Top of Dataset records
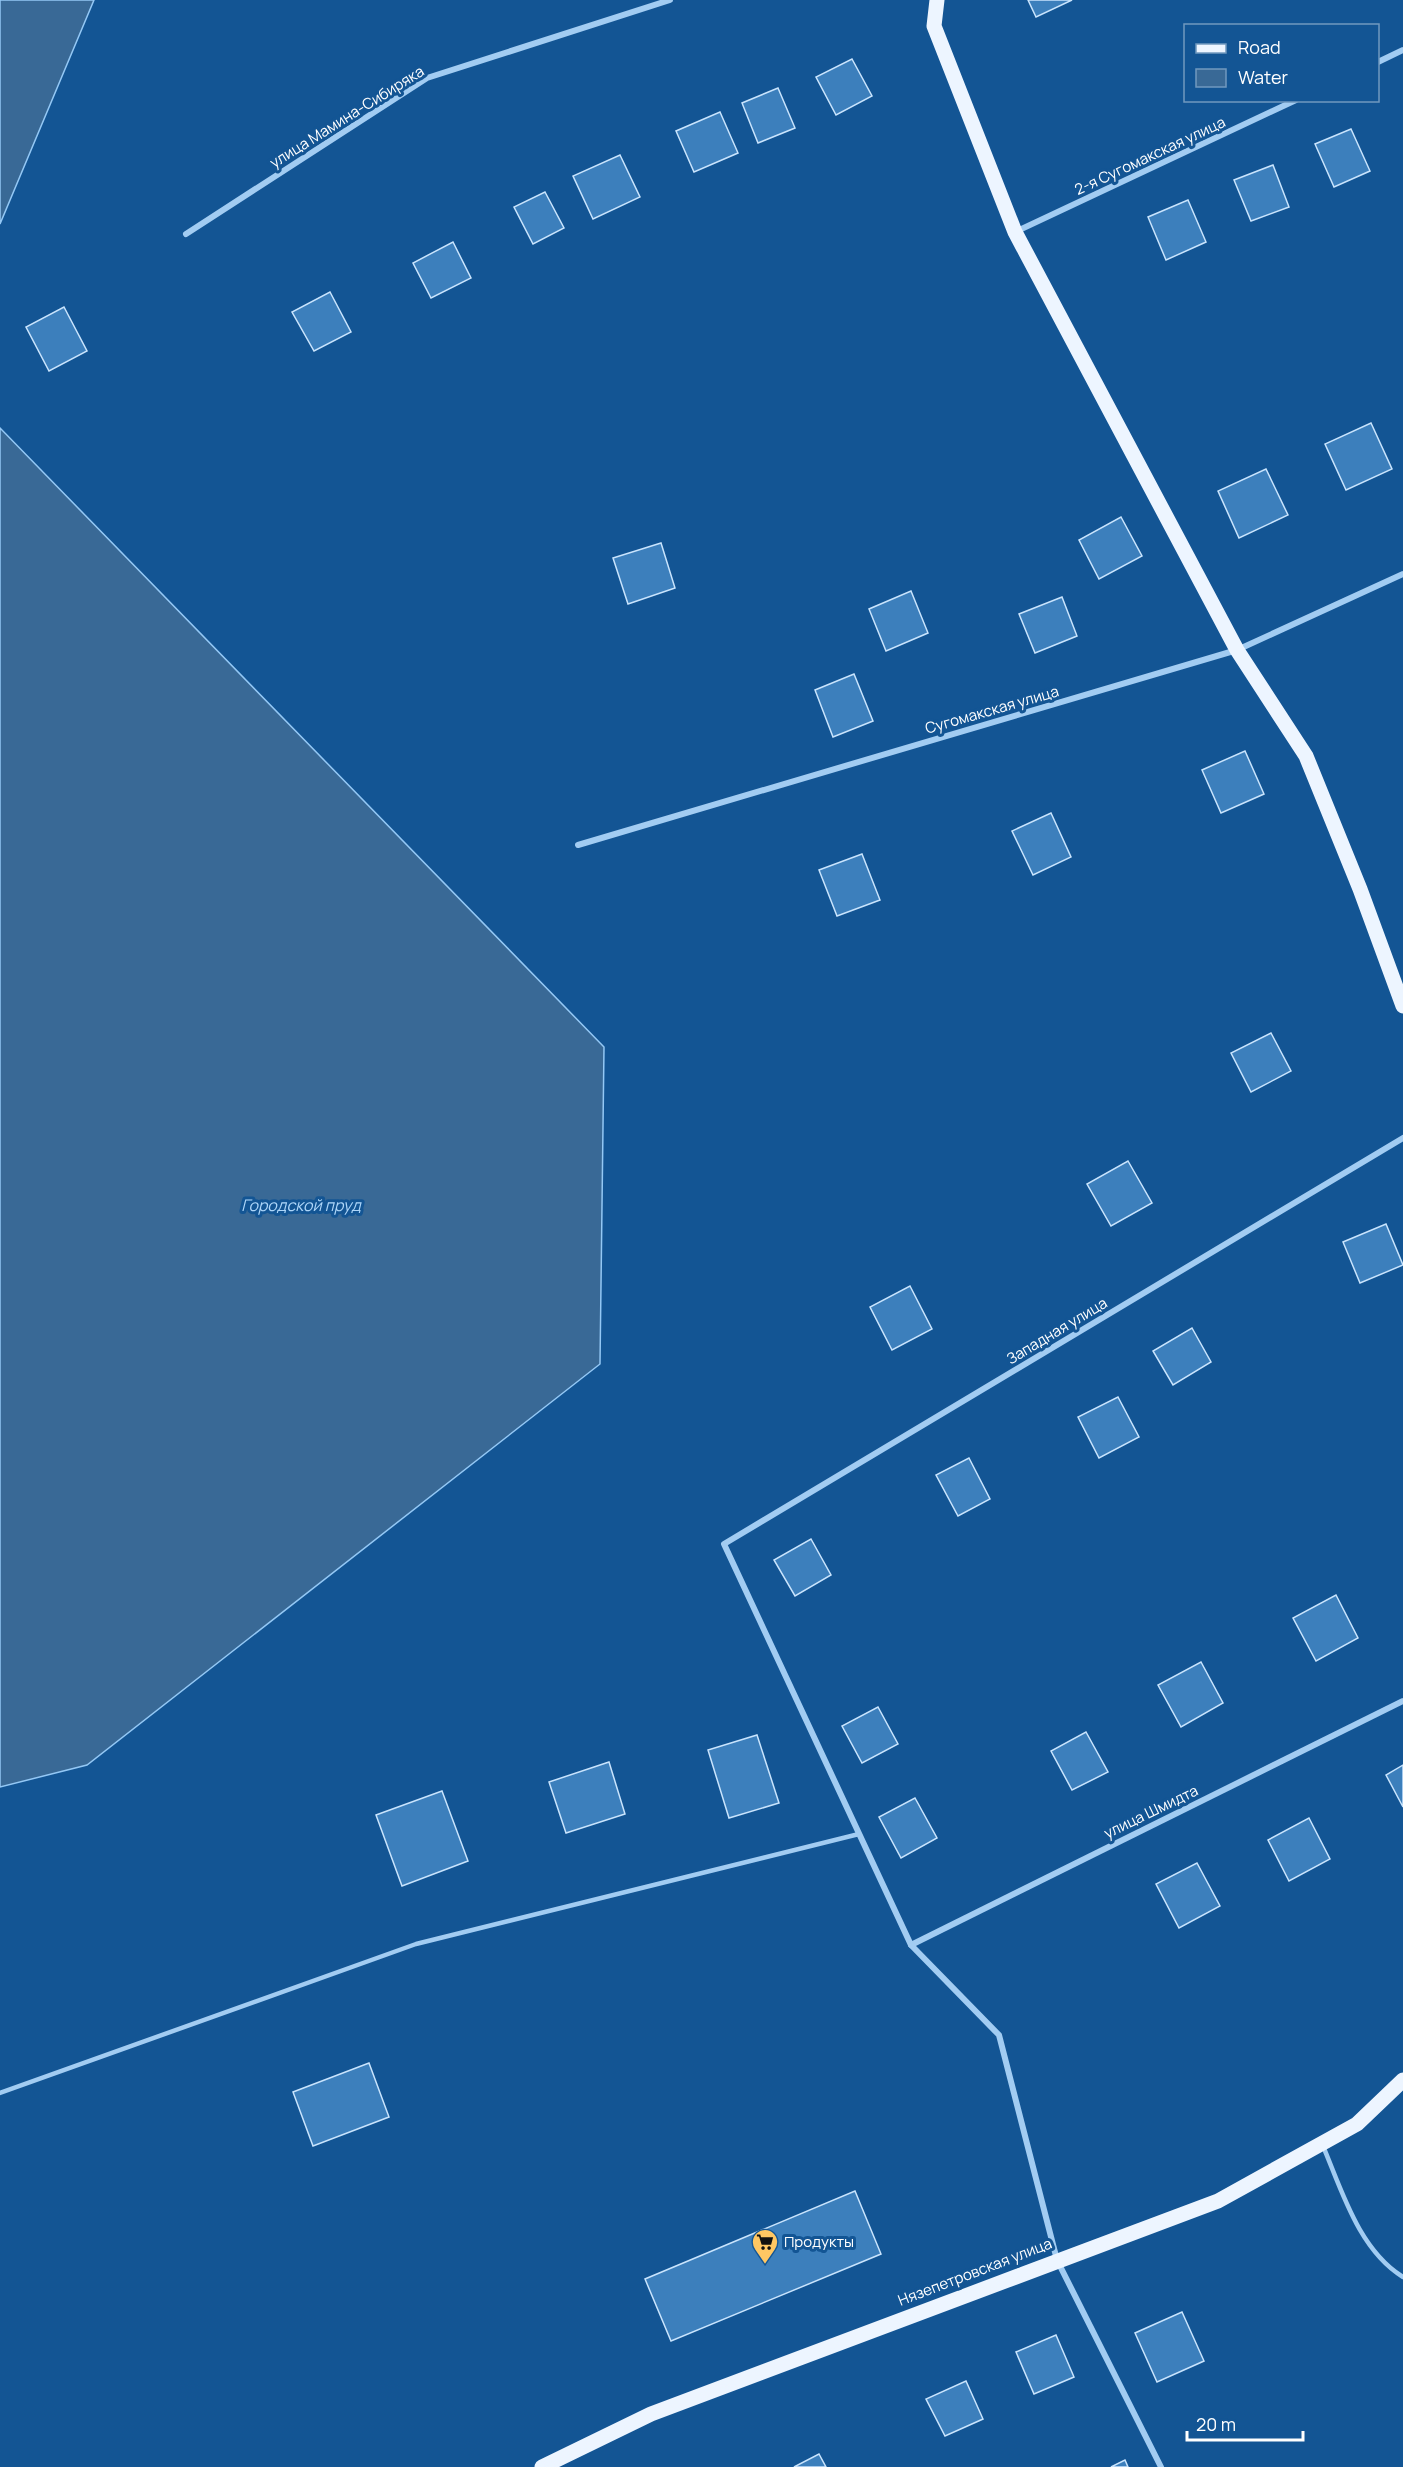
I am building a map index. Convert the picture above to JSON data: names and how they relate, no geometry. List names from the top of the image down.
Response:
{
  "streets": {
    "main road": ["Нязепетровская улица"],
    "street": [
      "улица Мамина-Сибиряка",
      "2-я Сугомакская улица",
      "Сугомакская улица",
      "Западная улица",
      "улица Шмидта"
    ]
  },
  "water": ["Городской пруд"],
  "places": {
    "supermarket": ["Продукты"]
  },
  "legend": ["Road", "Water"],
  "scale_bar": "20 m"
}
Bottom of Dataset records
• [Action item]:
When the listing is transcribed, every line must match the original exactly, and the pictures must be left out.

• [Response to the task]:
I am building a map index. Convert the picture above to JSON data: names and how they relate, no geometry. List names from the top of the image down.
Response:
{
  "streets": {
    "main road": ["Нязепетровская улица"],
    "street": [
      "улица Мамина-Сибиряка",
      "2-я Сугомакская улица",
      "Сугомакская улица",
      "Западная улица",
      "улица Шмидта"
    ]
  },
  "water": ["Городской пруд"],
  "places": {
    "supermarket": ["Продукты"]
  },
  "legend": ["Road", "Water"],
  "scale_bar": "20 m"
}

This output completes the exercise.